There are 4 elements to HTRK’s sound : 1. Sparse, primitive drum machine loops; 2. Sean Stewart’s repetitive bass riffs which drive through entire songs unchanging; 3. Nigel Yang’s abstract guitar bursts, at times abrasive, at others mercurial and detached; 4. Jonnine Standish’es fey, androgynous vocal monotones. It’s a simple mix, but the band milk it for all its worth and the overall effect is for the listener to be enveloped in the band’s unchanging mood. It’s very hypnotic. Highlighting individual tracks seems a little pointless – the sheer unchanging magnitude of each track means the album kind of works as a single suite, the changes from track to track serving where a regular pop song might change from verse to chorus to bridge. Indeed, HTRK slow the pop structure down to a funereal drawl then suck all energy into their black hole. The lightness of the digital drums also gives more an otherworldly ambience.
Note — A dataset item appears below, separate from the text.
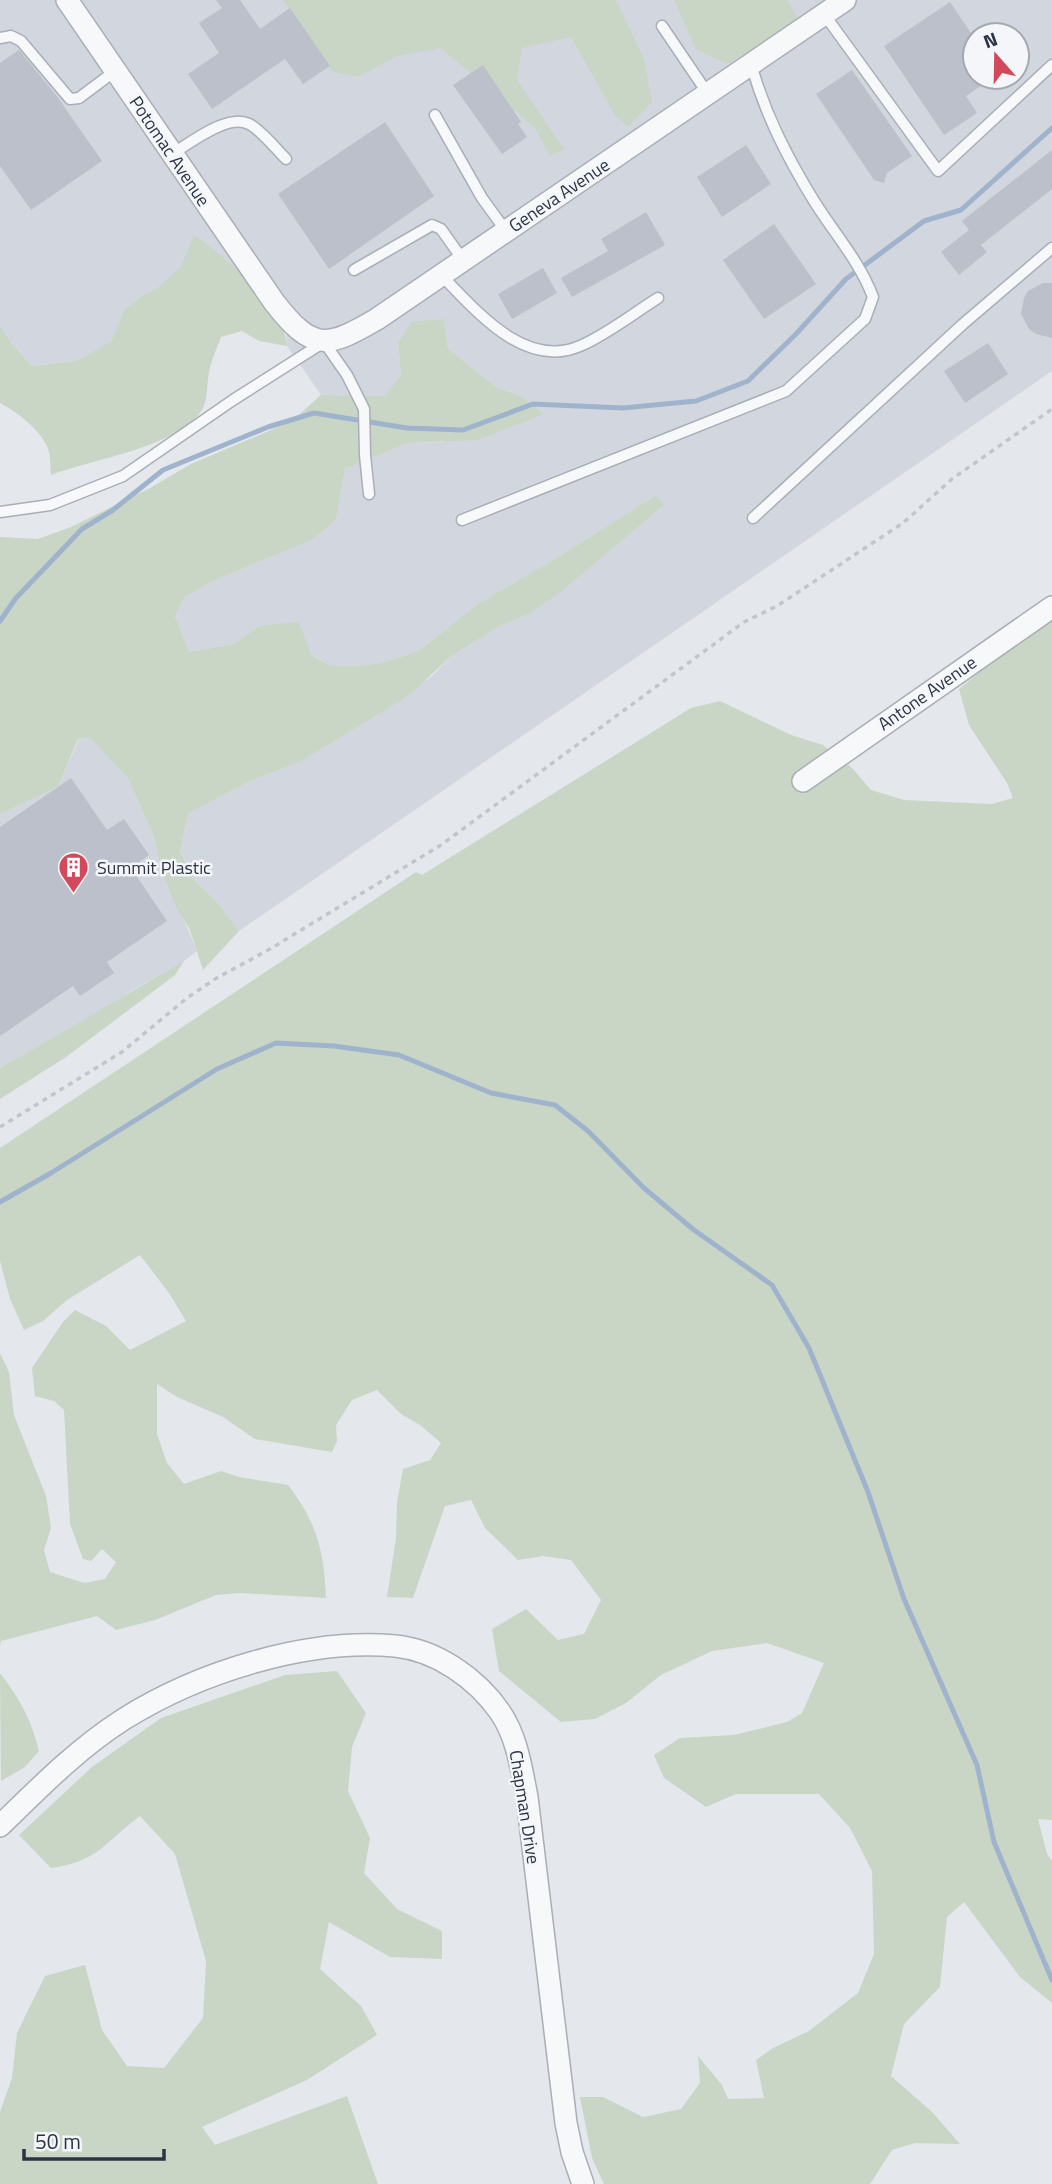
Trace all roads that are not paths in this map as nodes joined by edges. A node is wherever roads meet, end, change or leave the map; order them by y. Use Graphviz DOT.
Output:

They never scale the sheer chaos of The Birthday Party or Keith Levine/Jah Wobble’s Public Image Ltd, but that’s probably what helps stop them from sounding like retro-ists. They do offer their own ideas to the equation – most potently a deliberate lethargy which lays a hazy blanket over all proceedings. Lyrically, the aesthetic is consistent, with a minimal amount of vaguely provocative lyrics repeated – “We could make it if I met you in a different head space/I could make it/We could shake it if I met you in a different head space/I could shake it”.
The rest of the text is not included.